Gautier had heard all the arguments before, for as a young policeman he had more than once been on duty at public meetings when militant feminists like Louise Michel, the ‘Red Virgin’, had demanded equal rights for women. He did not mind the lecture because he enjoyed watching the animation in Claudine’s face and hearing the indignation in her voice.
‘All what you say may well be true,’ he said when she had finished, ‘but at least under criminal law men and women get the same treatment.’
‘Rubbish! A man who beats up another man is arrested; if he thrashes a woman, you look the other way.’
‘No, I won’t accept that.’
‘I can give you an example. A girl named Mimi who lives in the same building as Eddie York, is a hostess in some establishment in Rue des Moulins.’
‘Did you say a hostess? Those places in Rue des Moulins are nothing more than high-class brothels.’
‘Well, whatever she does, not long ago she was brutally assaulted by some man in the place who went berserk. She finished up in hospital with two broken ribs, a fractured cheekbone and internal injuries. If another man hadn’t intervened she would have been killed. And yet the man who at
tacked her wasn’t arrested.’
‘Were the police called?’
‘Yes, but they did nothing.’
‘Perhaps the girl wouldn’t make a complaint. Those places are not keen on getting involved with the flics in any way. It’s bad for their business.’
‘If that’s true it’s a scandal!’
Gautier decided it would be tactful to change the subject. ‘By the way,’ he remarked, ‘how is your friend York?’

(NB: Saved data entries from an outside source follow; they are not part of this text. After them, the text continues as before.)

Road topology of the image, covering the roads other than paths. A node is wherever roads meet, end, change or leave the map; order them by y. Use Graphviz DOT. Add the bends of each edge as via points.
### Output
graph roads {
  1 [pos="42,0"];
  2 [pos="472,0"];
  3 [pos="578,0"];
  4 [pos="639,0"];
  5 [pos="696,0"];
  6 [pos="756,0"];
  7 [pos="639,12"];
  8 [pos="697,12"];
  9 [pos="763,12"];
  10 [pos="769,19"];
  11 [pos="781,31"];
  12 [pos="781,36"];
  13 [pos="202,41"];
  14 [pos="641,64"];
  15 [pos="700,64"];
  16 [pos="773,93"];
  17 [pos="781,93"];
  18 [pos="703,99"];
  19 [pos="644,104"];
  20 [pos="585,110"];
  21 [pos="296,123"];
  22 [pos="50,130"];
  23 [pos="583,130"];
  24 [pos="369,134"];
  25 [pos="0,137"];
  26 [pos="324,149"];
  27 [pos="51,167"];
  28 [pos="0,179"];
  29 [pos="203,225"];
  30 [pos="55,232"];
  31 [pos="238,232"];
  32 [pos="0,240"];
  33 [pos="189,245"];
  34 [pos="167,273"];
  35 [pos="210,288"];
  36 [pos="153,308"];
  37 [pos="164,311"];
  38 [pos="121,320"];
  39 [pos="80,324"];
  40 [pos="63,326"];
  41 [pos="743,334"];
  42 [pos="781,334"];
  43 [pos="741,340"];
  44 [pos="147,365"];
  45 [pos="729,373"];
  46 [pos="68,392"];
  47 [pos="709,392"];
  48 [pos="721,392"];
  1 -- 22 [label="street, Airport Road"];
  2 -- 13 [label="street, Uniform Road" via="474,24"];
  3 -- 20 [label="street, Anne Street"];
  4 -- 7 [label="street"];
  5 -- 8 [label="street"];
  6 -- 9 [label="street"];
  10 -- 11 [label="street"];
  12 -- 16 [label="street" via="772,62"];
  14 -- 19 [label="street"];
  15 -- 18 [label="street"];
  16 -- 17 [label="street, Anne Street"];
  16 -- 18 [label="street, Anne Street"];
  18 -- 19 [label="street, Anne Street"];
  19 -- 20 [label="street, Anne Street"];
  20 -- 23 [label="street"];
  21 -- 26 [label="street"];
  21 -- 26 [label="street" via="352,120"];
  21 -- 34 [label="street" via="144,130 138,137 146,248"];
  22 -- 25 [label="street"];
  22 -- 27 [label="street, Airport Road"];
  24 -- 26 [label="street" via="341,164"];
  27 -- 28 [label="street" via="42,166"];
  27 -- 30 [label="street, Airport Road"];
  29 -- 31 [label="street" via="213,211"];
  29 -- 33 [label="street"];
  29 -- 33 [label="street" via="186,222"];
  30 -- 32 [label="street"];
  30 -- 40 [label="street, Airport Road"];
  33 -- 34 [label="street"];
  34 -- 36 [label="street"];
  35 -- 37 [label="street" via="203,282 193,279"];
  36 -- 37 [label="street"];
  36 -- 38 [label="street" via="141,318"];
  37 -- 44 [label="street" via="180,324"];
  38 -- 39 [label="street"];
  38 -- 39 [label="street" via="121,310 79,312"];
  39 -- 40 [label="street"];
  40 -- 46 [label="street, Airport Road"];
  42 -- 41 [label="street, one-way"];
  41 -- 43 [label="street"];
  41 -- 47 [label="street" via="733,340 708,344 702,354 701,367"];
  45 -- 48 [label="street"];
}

‘He has left Paris and gone to live in St Tropez.’
‘Did we frighten him away?’
‘Possibly. Eddie’s the type who turns pale even when he sees a policeman. But the real attraction in St Tropez is a boyfriend, this Spanish painter, I forget his name. Eddie’s a pede, you know.’
‘A homosexual? I thought you and he—’
‘You were wrong.’ She interrupted him firmly. ‘It’s just like the police to jump to conclusions. I used to pose for Eddie, that’s all.’
‘Have some more wine,’ Gautier said placatingly, ‘At least we can make sure that this bottle is divided equally between the sexes.’
He poured out the wine, took her glass over to her and stood watching as she worked on her sketch, smudging along the lines she had made with the charcoal with one finger to give a shading effect. Although the drawing was a fair likeness, no one could possibly have described it as great art. Gautier decided charitably that Claudine was probably experimenting, trying for an effect for which her technique was not yet sufficiently proficient.
‘This is only to get the feel of your face and its bone structure,’ she explained as though she had read his thoughts. ‘I’ll need to do two or three more of these and then I’ll start work in oils. That will be something quite different, not so much a portrait as a study.’ She looked at the sketch and then at Gautier’s face critically. ‘I might even try my hand at cubism. That might work well with those flat rectangular planes of your face.’